Are you listening? All of the communication occurring in social channels can challenge our listening skills. How are we sure that we are listening in the right places? What should we be listening for? How can listening translate to tangible benefits for my business or organization? Those are only some of the pressing questions that companies are attempting to answer. As companies move down the inevitable path of co-creating products and services with customers, social channels will become an increasing source of ideas and innovation. The business imperative for customer intimacy will drive many company strategies over the next decade.
New McKinsey research shows the benefit of social computing is arriving faster than expected.

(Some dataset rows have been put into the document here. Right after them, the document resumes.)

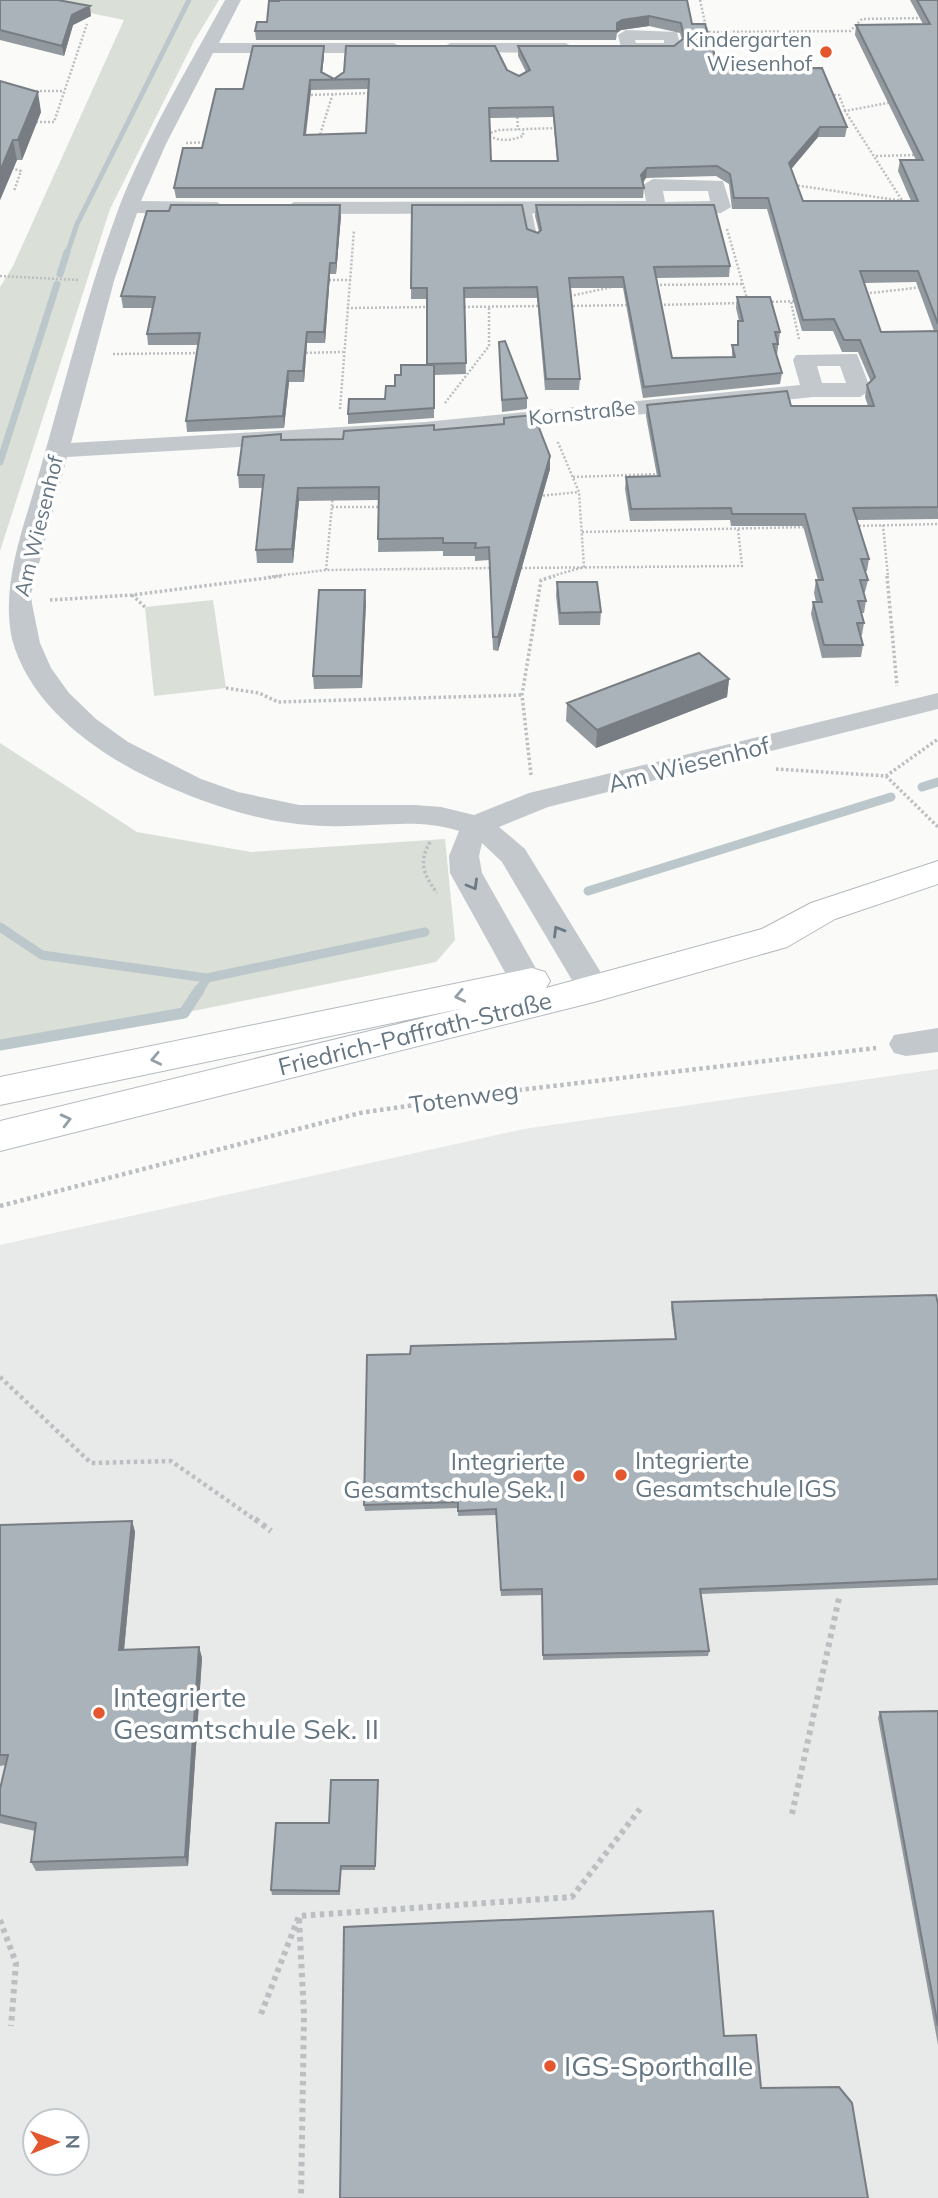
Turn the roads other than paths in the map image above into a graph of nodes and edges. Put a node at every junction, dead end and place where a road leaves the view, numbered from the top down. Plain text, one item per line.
1 (233, 0) edge
2 (209, 48) junction
3 (336, 48) junction
4 (413, 48) edge
5 (438, 48) edge
6 (503, 48) junction
7 (587, 48) edge
8 (518, 79) edge
9 (333, 88) edge
10 (129, 207) junction
11 (722, 207) road end
12 (240, 208) edge
13 (280, 208) edge
14 (526, 208) junction
15 (534, 239) edge
16 (813, 390) junction
17 (57, 451) junction
18 (938, 701) edge
19 (466, 822) junction
20 (938, 872) edge
21 (587, 978) junction
22 (533, 993) junction
23 (0, 1091) edge
24 (0, 1136) edge

1 - 2 street, Am Wiesenhof
2 - 3 street
2 - 10 street, Am Wiesenhof
3 - 4 street
3 - 9 street
5 - 6 street
6 - 7 street
6 - 8 street
10 - 12 street
10 - 17 street, Am Wiesenhof
11 - 14 street
13 - 14 street
14 - 15 lane
16 - 16 street, Kornstraße
16 - 17 street, Kornstraße
17 - 19 street, Am Wiesenhof
18 - 19 street, Am Wiesenhof
21 -> 19 street
19 -> 22 street
20 - 21 main road, Friedrich-Paffrath-Straße
21 - 22 main road, Friedrich-Paffrath-Straße
22 -> 23 main road, Friedrich-Paffrath-Straße
24 -> 22 main road, Friedrich-Paffrath-Straße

McKinsey identifies a new kind of company: the networked enterprise that uses collaborative social technologies to connect the internal efforts of employees, and to extend the organization’s reach to customers, partners, and suppliers. Results from their analysis shows that this networked approach is significantly improving their reported performance. They conclude that fully networked enterprises are more likely to: be market leaders, gain market share, and create higher margins through management practices that leverage the Web in more advanced ways. Their research indicates that many industries will draw new competitive battle lines between companies that use the Web in sophisticated ways and companies that feel uncomfortable with new Web-inspired management styles.
With this as a backdrop, many believe that customer expectations will explode in 2011, as they seek to socially interact with companies and gain a deeper level of knowledge. This will drive companies to make the necessary investments to listen and respond to its customers in social channels. A growing number of businesses and organizations of all sizes will search for ways to tap the power of social media. Strategies will range from creating a Facebook page to more sophisticated social media initiatives such as building branded online communities.
In a recent Blog post by Amber Naslund and Jay Baer, they discuss the Six Areas of your Business that Should be Listening. In the sales area, they talk about the ability to find new prospects that are ready for what you have to offer. We know this because they are expressing their needs through social communication. From a marketing and public relations perspective, they talk about aligning the companies messaging and language with that of the market. They go on to describe the benefits of listening in the areas of customer service, research and development, human resources, and Executive Management.
Are you listening?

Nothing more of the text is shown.